- **Provided entries**:
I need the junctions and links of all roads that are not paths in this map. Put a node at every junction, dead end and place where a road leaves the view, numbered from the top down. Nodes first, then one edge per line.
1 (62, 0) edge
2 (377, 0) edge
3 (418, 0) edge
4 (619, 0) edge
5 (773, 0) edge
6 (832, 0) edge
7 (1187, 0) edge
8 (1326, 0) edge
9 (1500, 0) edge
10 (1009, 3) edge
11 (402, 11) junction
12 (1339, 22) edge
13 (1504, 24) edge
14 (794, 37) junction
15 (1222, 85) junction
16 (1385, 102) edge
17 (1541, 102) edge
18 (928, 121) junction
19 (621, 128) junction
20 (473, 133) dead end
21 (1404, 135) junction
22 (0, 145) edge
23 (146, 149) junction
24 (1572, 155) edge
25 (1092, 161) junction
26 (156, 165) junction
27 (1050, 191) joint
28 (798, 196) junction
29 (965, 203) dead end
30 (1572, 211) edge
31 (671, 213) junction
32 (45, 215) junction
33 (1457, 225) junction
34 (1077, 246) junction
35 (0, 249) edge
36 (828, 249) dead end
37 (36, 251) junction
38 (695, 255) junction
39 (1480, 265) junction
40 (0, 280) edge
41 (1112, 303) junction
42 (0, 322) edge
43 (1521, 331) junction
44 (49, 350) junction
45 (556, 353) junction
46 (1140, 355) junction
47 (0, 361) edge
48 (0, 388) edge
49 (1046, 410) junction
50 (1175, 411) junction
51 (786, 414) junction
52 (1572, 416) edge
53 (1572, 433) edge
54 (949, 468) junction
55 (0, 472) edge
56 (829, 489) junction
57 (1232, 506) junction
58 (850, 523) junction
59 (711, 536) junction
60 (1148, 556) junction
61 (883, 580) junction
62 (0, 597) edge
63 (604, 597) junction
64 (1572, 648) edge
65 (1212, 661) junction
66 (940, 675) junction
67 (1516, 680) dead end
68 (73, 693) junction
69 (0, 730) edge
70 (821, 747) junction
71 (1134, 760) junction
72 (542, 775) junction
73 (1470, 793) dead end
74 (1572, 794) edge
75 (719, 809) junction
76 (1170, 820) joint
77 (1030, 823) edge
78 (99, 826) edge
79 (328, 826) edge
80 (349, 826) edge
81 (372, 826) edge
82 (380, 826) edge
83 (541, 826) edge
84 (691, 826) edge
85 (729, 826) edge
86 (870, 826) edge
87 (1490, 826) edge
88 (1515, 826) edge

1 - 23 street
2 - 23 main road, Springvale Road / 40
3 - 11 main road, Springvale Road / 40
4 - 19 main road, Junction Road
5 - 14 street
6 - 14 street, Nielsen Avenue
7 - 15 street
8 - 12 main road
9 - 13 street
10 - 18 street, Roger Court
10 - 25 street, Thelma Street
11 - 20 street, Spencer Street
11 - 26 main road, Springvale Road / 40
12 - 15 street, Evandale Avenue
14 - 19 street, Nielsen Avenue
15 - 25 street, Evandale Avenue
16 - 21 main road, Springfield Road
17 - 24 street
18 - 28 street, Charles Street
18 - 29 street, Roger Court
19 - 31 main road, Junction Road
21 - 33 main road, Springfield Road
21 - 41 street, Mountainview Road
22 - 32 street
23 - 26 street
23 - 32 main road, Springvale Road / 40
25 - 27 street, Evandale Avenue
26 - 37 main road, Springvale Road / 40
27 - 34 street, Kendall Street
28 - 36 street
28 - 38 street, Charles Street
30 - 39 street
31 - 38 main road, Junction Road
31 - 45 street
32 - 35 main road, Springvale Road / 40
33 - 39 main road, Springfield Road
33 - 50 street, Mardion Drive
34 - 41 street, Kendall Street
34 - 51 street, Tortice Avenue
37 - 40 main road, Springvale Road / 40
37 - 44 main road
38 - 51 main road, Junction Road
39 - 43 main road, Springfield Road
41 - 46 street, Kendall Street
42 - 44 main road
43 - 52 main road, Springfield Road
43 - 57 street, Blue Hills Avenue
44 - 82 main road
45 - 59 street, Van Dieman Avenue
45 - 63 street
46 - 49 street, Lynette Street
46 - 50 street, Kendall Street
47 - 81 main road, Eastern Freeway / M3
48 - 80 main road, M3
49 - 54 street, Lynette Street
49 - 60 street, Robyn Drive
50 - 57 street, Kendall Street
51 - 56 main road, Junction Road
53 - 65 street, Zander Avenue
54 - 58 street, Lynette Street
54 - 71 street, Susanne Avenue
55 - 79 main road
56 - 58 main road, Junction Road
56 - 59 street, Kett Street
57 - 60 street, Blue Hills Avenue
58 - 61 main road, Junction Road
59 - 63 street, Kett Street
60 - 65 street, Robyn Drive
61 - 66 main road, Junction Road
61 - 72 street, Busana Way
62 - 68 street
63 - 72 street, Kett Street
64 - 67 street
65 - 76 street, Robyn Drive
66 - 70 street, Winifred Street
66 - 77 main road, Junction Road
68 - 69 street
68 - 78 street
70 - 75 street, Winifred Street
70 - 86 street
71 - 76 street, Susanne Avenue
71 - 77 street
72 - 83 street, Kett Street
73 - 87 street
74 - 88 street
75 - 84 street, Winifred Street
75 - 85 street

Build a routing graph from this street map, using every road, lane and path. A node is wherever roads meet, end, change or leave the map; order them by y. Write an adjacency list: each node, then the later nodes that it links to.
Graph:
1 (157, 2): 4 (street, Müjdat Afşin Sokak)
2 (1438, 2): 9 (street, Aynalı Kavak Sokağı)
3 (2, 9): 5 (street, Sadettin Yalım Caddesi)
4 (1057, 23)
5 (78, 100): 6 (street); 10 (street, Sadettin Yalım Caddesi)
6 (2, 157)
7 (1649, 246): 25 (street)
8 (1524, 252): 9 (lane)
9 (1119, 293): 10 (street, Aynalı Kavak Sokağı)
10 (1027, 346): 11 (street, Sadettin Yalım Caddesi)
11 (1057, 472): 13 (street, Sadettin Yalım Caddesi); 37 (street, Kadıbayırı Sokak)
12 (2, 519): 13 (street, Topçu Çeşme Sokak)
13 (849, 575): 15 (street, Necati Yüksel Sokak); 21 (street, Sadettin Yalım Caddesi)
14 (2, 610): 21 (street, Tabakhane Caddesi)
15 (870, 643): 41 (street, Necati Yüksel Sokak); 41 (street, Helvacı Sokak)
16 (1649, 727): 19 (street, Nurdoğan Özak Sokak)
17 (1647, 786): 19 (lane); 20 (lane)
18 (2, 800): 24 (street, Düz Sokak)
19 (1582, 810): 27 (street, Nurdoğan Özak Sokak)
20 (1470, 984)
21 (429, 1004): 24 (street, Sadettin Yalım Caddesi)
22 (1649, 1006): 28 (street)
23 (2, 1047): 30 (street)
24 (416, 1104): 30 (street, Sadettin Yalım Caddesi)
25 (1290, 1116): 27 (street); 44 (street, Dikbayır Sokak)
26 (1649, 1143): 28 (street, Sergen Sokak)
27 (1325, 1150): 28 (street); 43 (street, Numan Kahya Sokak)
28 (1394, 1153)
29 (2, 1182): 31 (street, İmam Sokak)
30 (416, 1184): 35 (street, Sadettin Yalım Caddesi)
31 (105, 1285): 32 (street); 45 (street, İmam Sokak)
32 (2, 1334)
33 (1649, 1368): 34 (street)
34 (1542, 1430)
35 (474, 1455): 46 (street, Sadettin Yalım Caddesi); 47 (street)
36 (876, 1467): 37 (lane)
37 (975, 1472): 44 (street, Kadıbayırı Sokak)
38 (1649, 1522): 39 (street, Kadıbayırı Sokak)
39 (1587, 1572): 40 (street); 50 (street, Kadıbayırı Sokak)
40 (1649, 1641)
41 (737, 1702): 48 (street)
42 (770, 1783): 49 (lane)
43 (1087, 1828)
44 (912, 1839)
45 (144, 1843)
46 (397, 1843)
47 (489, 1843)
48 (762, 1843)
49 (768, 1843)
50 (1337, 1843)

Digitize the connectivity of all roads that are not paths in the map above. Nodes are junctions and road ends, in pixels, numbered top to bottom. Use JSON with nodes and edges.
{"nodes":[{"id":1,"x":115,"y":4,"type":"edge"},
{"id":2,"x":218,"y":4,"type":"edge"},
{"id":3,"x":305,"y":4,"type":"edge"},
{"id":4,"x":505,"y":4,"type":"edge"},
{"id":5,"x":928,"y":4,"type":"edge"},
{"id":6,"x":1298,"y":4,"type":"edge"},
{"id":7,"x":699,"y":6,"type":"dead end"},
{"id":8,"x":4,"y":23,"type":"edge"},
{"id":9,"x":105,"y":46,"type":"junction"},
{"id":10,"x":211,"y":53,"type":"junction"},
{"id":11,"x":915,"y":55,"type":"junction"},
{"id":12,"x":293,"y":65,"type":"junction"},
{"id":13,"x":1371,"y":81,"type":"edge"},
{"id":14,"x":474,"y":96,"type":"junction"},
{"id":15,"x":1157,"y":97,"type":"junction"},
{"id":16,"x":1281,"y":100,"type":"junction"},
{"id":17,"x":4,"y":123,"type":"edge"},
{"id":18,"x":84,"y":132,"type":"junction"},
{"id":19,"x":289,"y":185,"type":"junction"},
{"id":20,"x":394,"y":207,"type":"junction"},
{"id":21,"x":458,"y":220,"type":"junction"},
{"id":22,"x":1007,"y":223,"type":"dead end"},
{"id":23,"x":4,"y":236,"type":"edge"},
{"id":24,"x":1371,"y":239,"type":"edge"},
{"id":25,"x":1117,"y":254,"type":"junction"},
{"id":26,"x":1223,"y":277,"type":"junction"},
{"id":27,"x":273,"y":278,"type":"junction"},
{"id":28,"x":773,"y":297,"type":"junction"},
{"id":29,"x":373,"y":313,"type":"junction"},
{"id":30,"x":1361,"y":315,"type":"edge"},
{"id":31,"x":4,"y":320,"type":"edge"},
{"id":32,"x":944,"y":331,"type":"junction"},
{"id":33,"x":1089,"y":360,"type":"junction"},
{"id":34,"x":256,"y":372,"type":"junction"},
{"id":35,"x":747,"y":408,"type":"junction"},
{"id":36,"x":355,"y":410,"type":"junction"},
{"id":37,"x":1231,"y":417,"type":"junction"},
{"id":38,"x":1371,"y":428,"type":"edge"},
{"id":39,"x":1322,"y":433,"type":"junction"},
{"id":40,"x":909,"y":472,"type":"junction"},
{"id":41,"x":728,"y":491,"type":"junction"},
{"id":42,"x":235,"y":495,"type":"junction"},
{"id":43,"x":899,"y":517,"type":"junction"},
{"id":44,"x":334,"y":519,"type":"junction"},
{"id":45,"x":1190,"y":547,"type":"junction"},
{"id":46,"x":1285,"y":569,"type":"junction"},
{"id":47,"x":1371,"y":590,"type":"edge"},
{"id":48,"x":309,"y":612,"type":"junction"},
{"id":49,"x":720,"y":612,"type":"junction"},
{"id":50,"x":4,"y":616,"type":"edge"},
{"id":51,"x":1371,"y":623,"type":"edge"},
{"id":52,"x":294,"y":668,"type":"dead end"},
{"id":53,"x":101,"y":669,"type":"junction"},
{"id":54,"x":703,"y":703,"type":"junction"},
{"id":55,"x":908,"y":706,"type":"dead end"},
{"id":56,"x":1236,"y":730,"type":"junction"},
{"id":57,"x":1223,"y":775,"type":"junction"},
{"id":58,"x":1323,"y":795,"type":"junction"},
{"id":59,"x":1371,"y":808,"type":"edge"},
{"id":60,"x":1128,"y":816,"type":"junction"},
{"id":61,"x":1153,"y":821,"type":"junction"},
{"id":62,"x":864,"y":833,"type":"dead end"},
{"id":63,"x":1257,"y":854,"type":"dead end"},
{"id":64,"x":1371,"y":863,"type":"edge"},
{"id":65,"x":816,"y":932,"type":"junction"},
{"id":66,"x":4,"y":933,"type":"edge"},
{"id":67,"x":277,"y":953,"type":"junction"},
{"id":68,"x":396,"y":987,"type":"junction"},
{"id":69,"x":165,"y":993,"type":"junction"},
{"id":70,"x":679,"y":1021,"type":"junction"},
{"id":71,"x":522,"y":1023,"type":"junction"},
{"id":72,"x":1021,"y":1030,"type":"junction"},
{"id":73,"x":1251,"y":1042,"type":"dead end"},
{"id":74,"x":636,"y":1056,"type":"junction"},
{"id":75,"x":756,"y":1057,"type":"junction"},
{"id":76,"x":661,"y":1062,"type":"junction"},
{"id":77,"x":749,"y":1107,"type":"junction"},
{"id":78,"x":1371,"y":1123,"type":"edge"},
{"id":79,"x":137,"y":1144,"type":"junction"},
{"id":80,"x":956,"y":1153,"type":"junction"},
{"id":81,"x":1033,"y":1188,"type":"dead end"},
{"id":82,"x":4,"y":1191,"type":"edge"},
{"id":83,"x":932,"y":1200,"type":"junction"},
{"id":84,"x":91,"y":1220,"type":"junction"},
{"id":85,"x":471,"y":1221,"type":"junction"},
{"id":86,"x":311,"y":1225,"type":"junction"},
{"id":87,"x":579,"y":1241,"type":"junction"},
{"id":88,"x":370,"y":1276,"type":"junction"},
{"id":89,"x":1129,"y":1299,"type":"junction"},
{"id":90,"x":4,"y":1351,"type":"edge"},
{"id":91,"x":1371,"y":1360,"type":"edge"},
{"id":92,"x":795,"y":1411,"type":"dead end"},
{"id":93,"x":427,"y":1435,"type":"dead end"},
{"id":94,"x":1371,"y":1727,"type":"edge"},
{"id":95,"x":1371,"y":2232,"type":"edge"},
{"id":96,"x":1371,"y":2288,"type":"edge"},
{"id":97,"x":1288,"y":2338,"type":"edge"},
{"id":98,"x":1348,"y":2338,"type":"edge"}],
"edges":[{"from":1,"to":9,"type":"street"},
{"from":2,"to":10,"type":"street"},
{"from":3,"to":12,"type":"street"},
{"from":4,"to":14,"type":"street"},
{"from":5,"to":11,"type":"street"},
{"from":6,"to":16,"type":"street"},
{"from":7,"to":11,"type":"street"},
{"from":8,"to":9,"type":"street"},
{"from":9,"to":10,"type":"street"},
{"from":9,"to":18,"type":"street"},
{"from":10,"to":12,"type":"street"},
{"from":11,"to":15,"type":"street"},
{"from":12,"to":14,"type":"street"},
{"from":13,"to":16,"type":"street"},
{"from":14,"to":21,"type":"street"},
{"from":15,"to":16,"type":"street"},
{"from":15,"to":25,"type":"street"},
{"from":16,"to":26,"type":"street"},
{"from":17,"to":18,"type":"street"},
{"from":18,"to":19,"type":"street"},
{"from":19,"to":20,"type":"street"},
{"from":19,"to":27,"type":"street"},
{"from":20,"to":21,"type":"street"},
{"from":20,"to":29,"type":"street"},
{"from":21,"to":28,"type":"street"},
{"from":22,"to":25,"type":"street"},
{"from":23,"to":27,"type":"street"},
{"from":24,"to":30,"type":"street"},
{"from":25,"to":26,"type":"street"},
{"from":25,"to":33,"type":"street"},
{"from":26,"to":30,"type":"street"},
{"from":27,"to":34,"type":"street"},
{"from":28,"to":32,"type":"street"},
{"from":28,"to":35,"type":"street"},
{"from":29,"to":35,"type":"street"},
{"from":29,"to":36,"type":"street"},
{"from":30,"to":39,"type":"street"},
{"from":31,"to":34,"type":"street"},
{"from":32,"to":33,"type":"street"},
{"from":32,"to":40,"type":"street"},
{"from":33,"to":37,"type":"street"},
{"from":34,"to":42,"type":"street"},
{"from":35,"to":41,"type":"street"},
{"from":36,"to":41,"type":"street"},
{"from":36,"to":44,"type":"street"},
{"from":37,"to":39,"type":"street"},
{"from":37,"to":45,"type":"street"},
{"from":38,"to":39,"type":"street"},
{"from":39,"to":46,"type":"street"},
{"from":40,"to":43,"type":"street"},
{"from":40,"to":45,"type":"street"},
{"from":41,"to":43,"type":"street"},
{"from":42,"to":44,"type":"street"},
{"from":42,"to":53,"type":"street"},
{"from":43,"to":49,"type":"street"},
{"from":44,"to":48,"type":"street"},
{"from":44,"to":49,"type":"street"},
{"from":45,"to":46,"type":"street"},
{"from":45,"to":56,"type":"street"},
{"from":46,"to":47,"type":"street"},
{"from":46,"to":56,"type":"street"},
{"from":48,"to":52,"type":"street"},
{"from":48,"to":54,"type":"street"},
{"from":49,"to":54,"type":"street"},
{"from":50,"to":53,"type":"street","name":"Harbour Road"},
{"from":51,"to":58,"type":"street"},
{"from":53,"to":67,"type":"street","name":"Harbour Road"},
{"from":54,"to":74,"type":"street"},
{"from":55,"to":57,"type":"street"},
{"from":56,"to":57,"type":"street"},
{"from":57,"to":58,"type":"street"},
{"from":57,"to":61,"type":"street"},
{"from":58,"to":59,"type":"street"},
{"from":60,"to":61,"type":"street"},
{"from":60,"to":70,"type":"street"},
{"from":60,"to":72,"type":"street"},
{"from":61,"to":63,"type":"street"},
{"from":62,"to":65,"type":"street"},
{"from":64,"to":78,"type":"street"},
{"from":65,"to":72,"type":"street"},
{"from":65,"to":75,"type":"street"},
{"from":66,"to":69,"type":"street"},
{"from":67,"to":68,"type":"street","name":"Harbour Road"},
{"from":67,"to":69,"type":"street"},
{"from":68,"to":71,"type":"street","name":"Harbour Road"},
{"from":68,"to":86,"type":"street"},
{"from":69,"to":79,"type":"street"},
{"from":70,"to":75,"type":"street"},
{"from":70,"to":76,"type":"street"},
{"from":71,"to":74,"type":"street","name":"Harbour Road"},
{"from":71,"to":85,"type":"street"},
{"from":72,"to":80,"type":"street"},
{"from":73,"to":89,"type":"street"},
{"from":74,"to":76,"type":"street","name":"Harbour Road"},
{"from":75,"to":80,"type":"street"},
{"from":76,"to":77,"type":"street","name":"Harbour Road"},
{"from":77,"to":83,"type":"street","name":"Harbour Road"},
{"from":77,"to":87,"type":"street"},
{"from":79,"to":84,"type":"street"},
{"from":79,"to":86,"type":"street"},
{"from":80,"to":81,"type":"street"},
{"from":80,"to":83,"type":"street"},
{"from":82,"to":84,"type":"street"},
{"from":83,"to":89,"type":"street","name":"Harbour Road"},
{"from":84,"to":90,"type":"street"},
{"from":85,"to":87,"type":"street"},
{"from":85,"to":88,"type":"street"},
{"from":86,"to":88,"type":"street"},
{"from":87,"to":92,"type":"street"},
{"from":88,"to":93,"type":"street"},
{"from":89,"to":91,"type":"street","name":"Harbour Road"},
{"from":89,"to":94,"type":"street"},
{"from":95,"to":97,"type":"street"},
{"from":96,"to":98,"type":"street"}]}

- **Exercise description**:
Among the lines of the data, identify those with the word "Caddesi". Copy each of them.

- **Result**:
3 (2, 9): 5 (street, Sadettin Yalım Caddesi)
5 (78, 100): 6 (street); 10 (street, Sadettin Yalım Caddesi)
10 (1027, 346): 11 (street, Sadettin Yalım Caddesi)
11 (1057, 472): 13 (street, Sadettin Yalım Caddesi); 37 (street, Kadıbayırı Sokak)
13 (849, 575): 15 (street, Necati Yüksel Sokak); 21 (street, Sadettin Yalım Caddesi)
14 (2, 610): 21 (street, Tabakhane Caddesi)
21 (429, 1004): 24 (street, Sadettin Yalım Caddesi)
24 (416, 1104): 30 (street, Sadettin Yalım Caddesi)
30 (416, 1184): 35 (street, Sadettin Yalım Caddesi)
35 (474, 1455): 46 (street, Sadettin Yalım Caddesi); 47 (street)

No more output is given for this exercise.